Course scheduling with CSP

Project design

The objective of this project is to help students design and simulate their course schedules based on given the dataset of the course listing.
The course scheduler is considered as a constraint satisfaction problem by checking schedule conflicts and requirements to generate a feasible schedule with minimizing unsatisfied preference. We have assumed that every student must enroll as a full-time student, and they have a maximum credit limit. Each course contains information about time, prerequisites, instructor, and more. Each student has a profile of courses they took, degree requirements, level of degree, and more.

Data collection

We used CSC graduate and undergraduate course schedules for Fall 2022 taken from the ‘Class Search’ page provided by the university. The list of courses displays the course code, title, prerequisites or corequisites, available slots, day and time, section number of each section, instructor, and some other minor information.

Problem formulating

We formulated our problem in 4 main factors: Variable, Domains, Goal and Constraints.
Variables: All possible courses based on a student profile
Domains: “Taken” or “Not taken”
Initially, we checked some ways to set domains as courses and variables as “Day” or “Time”. But it is too complicated to assign values in this case. If the variables are regarded as “Day”, there are many cases to assign two or more values in one variable(e.g. Take two or more courses in the same day). Also, if the variables are “Time”, It is hard to handle it as “Time” is a continuous variable. Thus, we select the variables as a course and set the strategy to reduce the variables if the domain of a specific variable is “Not taken”.
Goal: In the courses’ combinations which are satisfying all hard constraints, finding optimal solutions which can satisfy as many soft constraints as possible.
Constraints: The constraints are divided into two parts: Hard constraint and Soft constraint. A hard constraint is the one that must be satisfied at all times. Soft constraints are good to satisfy as many as possible for optimal solutions. As our problem is in a real-world environment, there would be more constraints. However, we consider the constraints which can be derived from our dataset. It could be reasonable because we can considerably reduce the possible class schedule options following below constraints.

Hard constraints

The optimal solution must meet the following constraints.

  • Course availability
    • Course cannot be enrolled if it is full.
  • Previous taken courses
    • Students cannot take courses which they took in the previous semester.
  • Degree/Track/Affiliation of students
    • Students must register courses that fit their enrolled degree program. For example, master’s students cannot enroll in undergraduate low level classes, there are limitations to take courses provided from other departments.
    • Upper level students cannot take lower level courses, and vice versa.
  • Time conflicts
    • It should prevent registering more than one course happening simultaneously
  • Credit limitation
    • Based on the minimum / maximum credits designated by CSC department, the summation of credits of courses taken by students should be in between minimum and maximum credits.
  • Laboratory attendance
    • Students must take one of the laboratory courses if the courses require it.
  • Taking same courses
    • It is not possible to take two or more courses which are in the same course code.

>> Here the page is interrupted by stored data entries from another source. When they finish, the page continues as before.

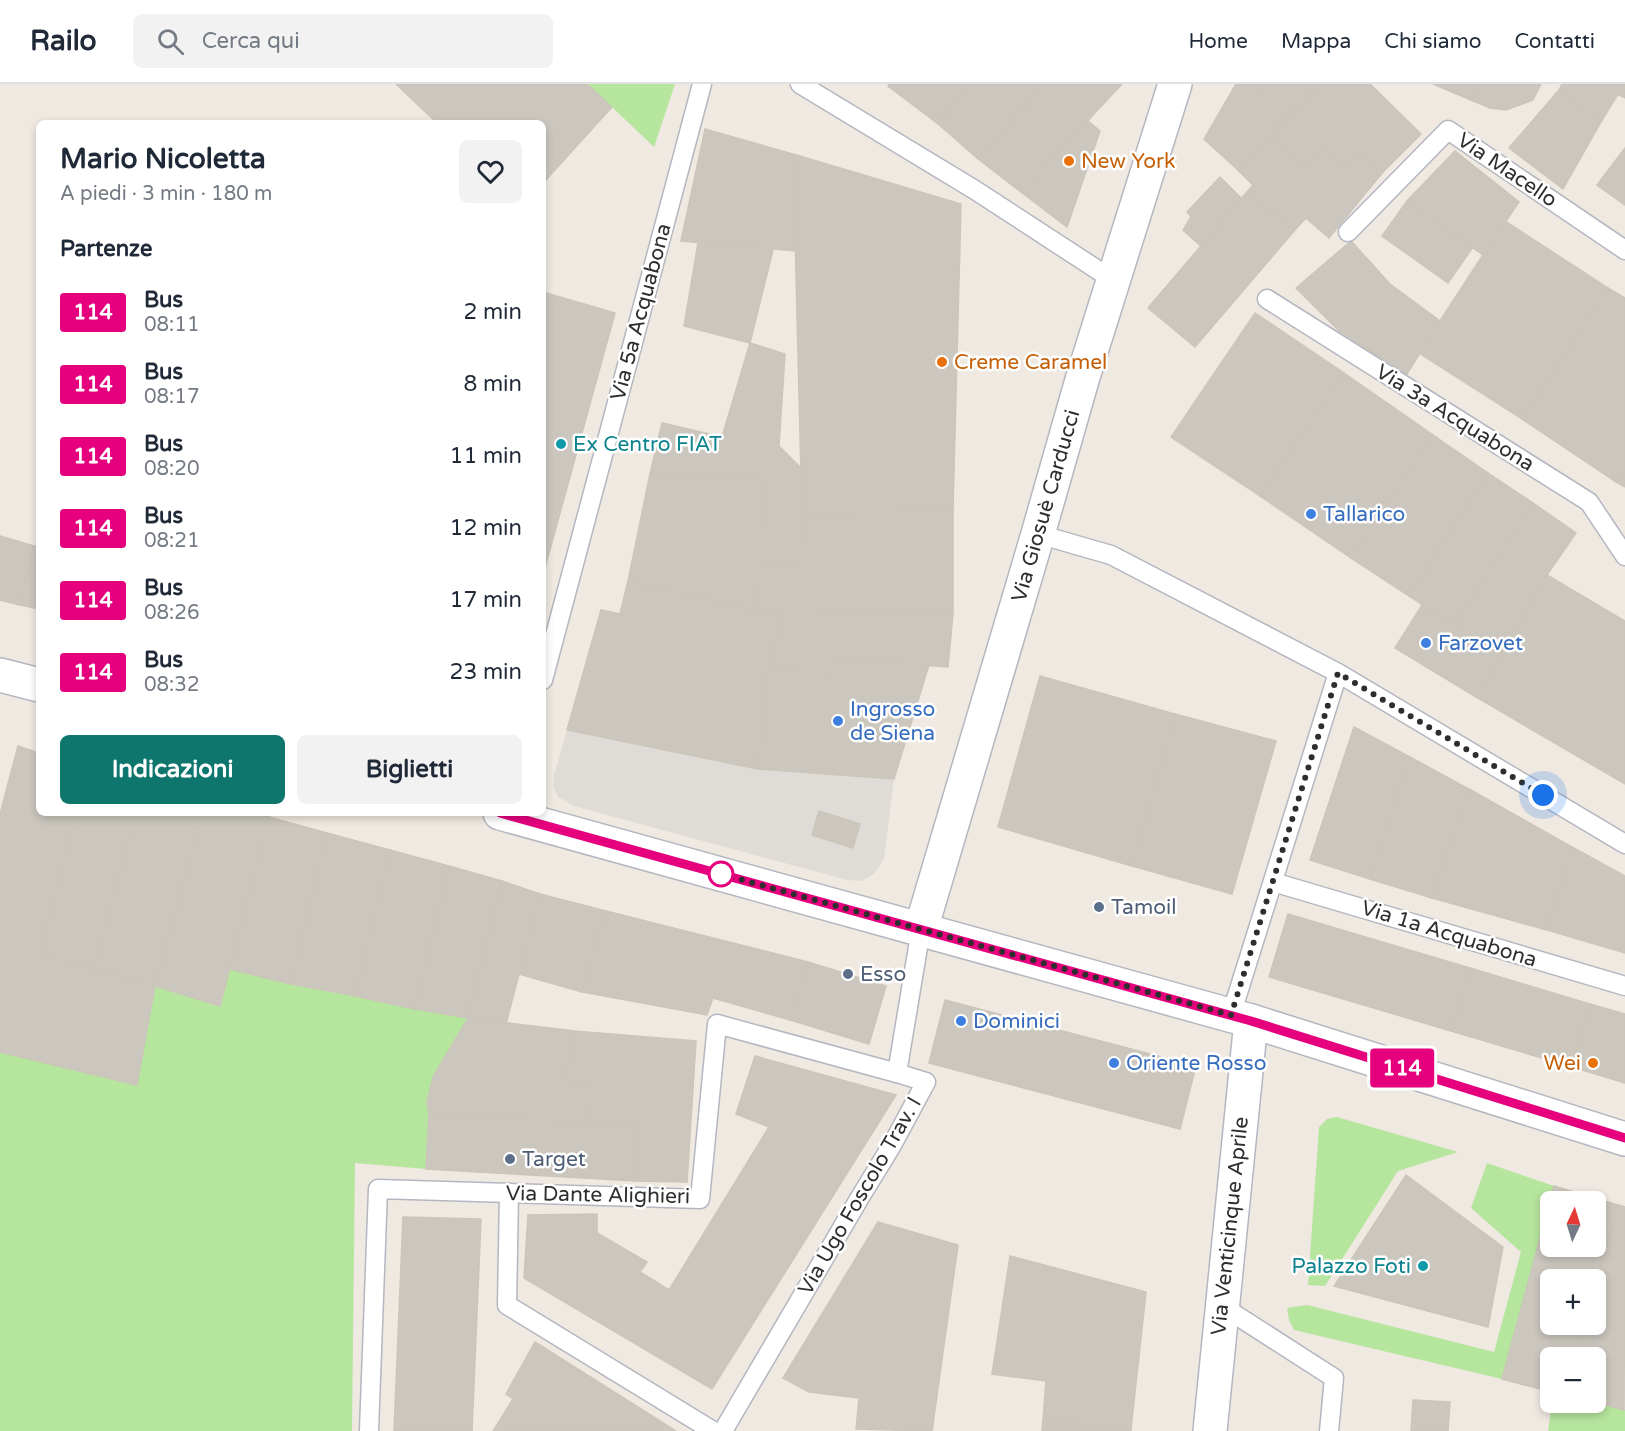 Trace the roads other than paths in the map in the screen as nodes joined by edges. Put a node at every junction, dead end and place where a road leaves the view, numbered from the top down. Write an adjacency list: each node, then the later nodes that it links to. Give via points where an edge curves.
1 (702, 84): 10 (lane, Via 5a Acquabona)
2 (800, 84): 6 (lane, via 975,190)
3 (1171, 86): 6 (street, Via Giosuè Carducci)
4 (1348, 232): 5 (lane, Via Macello, via 1448,130)
5 (1625, 250)
6 (1113, 280): 8 (street, Via Giosuè Carducci)
7 (1266, 299): 9 (lane, Via 3a Acquabona, via 1589,502)
8 (1038, 534): 11 (lane, via 1111,555); 17 (street, Via Giosuè Carducci)
9 (1625, 556)
10 (546, 669)
11 (1338, 673): 15 (lane); 16 (lane)
12 (0, 675): 13 (street)
13 (36, 685)
14 (512, 816): 17 (street)
15 (1625, 844)
16 (1273, 882): 18 (lane, Via 1a Acquabona); 19 (lane)
17 (921, 929): 19 (street); 20 (lane, Via Ugo Foscolo Trav. I)
18 (1625, 986)
19 (1241, 1018): 21 (street); 23 (street, Via Venticinque Aprile)
20 (897, 1074): 22 (lane, Via Dante Alighieri, via 717,1024 700,1199); 26 (lane, Via Ugo Foscolo Trav. I, via 926,1082)
21 (1625, 1138)
22 (509, 1193): 24 (lane, Via Dante Alighieri, via 378,1189); 25 (lane, via 507,1305)
23 (1222, 1306): 27 (street, Via Venticinque Aprile); 28 (lane, via 1334,1378)
24 (369, 1431)
25 (713, 1431)
26 (723, 1431)
27 (1210, 1431)
28 (1329, 1431) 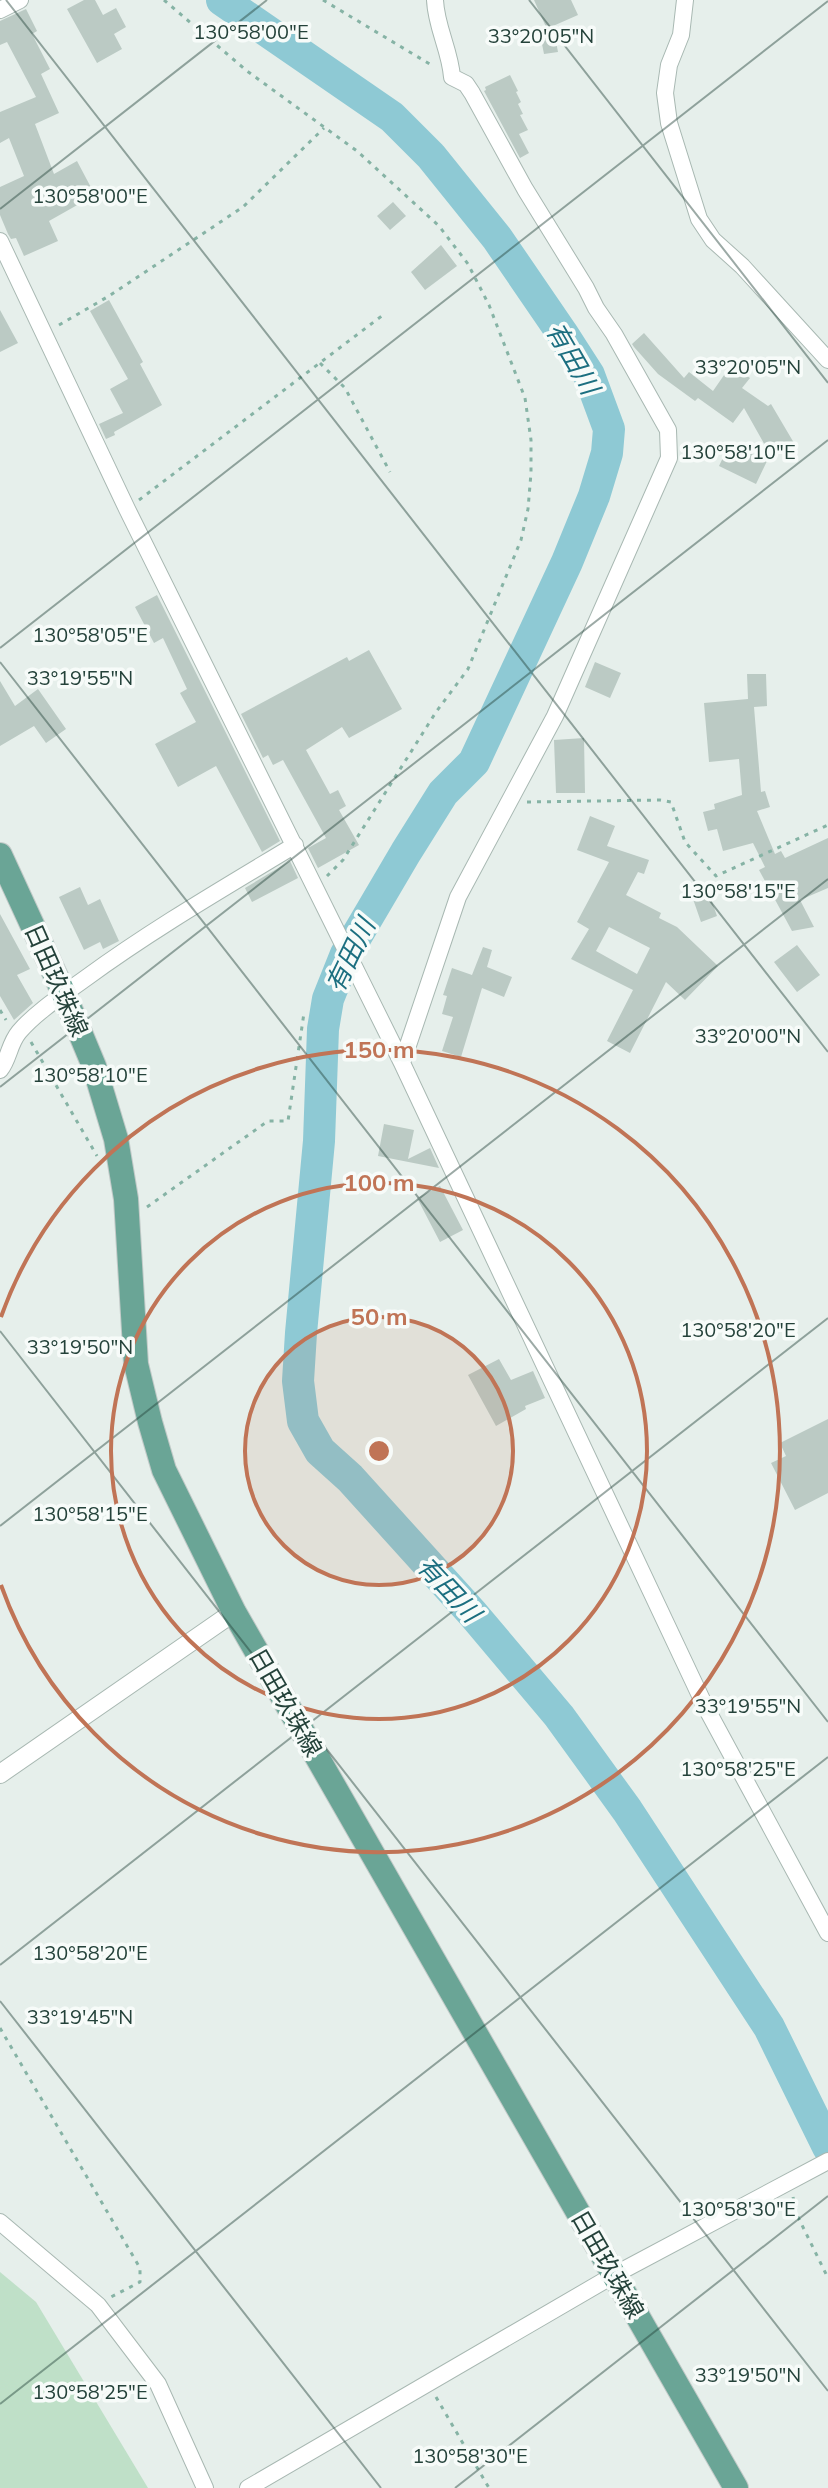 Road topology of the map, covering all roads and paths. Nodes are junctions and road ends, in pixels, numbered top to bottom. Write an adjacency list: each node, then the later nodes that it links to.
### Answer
1 (20, 0): 6 (street)
2 (164, 0): 8 (path)
3 (323, 0): 7 (path)
4 (435, 0): 7 (street)
5 (685, 0): 12 (street)
6 (0, 10)
7 (452, 77): 16 (street)
8 (324, 127): 11 (path); 20 (path)
9 (0, 241): 11 (street)
10 (383, 315): 13 (path)
11 (45, 333): 15 (street)
12 (828, 360)
13 (320, 363): 14 (path); 15 (path)
14 (390, 472)
15 (127, 509): 18 (street)
16 (509, 803): 17 (path); 24 (street)
17 (828, 825)
18 (295, 845): 20 (street); 21 (street)
19 (0, 855): 21 (main road, 日田玖珠線)
20 (316, 892): 24 (street)
21 (64, 994): 23 (street); 27 (main road, 日田玖珠線)
22 (304, 1013): 27 (path)
23 (19, 1032): 25 (street); 26 (path)
24 (398, 1056): 30 (street)
25 (0, 1070)
26 (96, 1155)
27 (127, 1220): 28 (main road, 日田玖珠線)
28 (234, 1612): 29 (street); 35 (main road, 日田玖珠線)
29 (0, 1774)
30 (828, 1933)
31 (0, 2028): 37 (path)
32 (828, 2161): 33 (street)
33 (795, 2178): 35 (street); 36 (path)
34 (0, 2222): 37 (street)
35 (614, 2275): 38 (street); 42 (main road, 日田玖珠線)
36 (828, 2278)
37 (98, 2305): 39 (street)
38 (428, 2383): 40 (street); 41 (path)
39 (205, 2488)
40 (248, 2488)
41 (489, 2488)
42 (736, 2488)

Courses 216 and 217 are the only exception that the lecture and laboratory sessions are separated. We assumed that 217 is the part of 216 and changed course number from 217 to 216 because students must take both courses to meet the course requirements.

Soft constraints

Soft constraints are not mandatory to meet, therefore, we calculated weight for each soft constraint. However, solutions generated after applying hard constraints are too many, so we decided to give a huge penalty if it does not meet soft constraints.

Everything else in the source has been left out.